TCI contends that this interpretation of the statute deprives protestors of the full ten days within which to receive the benefit of the mandatory stay provisions.
See
Memorandum in Support of Plaintiff’s Request for a Permanent Injunction and An Order Directing Award of a Contract to TCI at 17. TCI is correct that there may exist situations, such as this one, in which protestors do not receive the benefit of the full ten days allotted by statute. However, this fact does not justify interpreting the statute and regulatory provisions in derogation of the clear language therein.
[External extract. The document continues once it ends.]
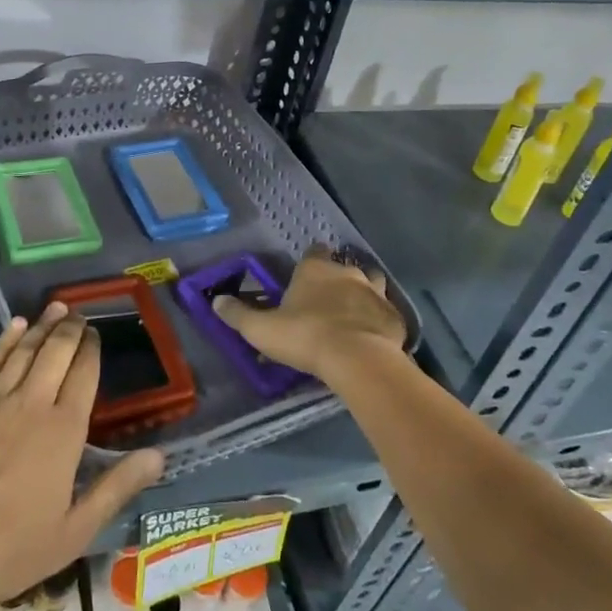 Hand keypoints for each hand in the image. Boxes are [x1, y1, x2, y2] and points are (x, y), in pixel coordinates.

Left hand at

Cf. West Virginia University Hospitals, Inc. v. Casey,
— U.S. -, 111 S.Ct. 1138, 1148, 113 L.Ed.2d 68 (1991). Moreover, by empowering the GAO to dismiss meritless protests sua sponte, Congress arguably envisioned situations in which protestors would not receive the benefit of the mandatory stay, even when the protest is filed within the ten (10) day period. Furthermore, Congress did not intend for protestors to enjoy the benefit of the full ten (10) day period at the expense of an orderly and fair procurement process. By including the GAO in the notification scheme established by the statute, Congress arguably determined that there was a need for a clearly-defined “chain of command” for notification purposes. In essence, the statute encourages the GAO to employ orderly procedures for the imposition of an injunction on contract performance. Without clearly-defined procedures, the GAO could be embroiled in endless disputes as to when, and whether, notice was received by the agen
cy, further disrupting the procurement process.
CONCLUSION
Upon consideration of the arguments of the parties at the Hearing on the Merits, the record herein and the applicable law, the Court finds that the agency did not act irrationally and did not violate applicable law and regulations in awarding the contract to Defendant-Intervenor Andrew-Canada, Inc. The Court further finds that, upon learning of the protest filed by Plaintiff TCI, Inc., the Navy had a valid legal basis upon which to refuse to suspend contract performance. Accordingly, the Plaintiffs request for permanent injunction and for award of the contract shall be denied and the above-captioned case shall be dismissed.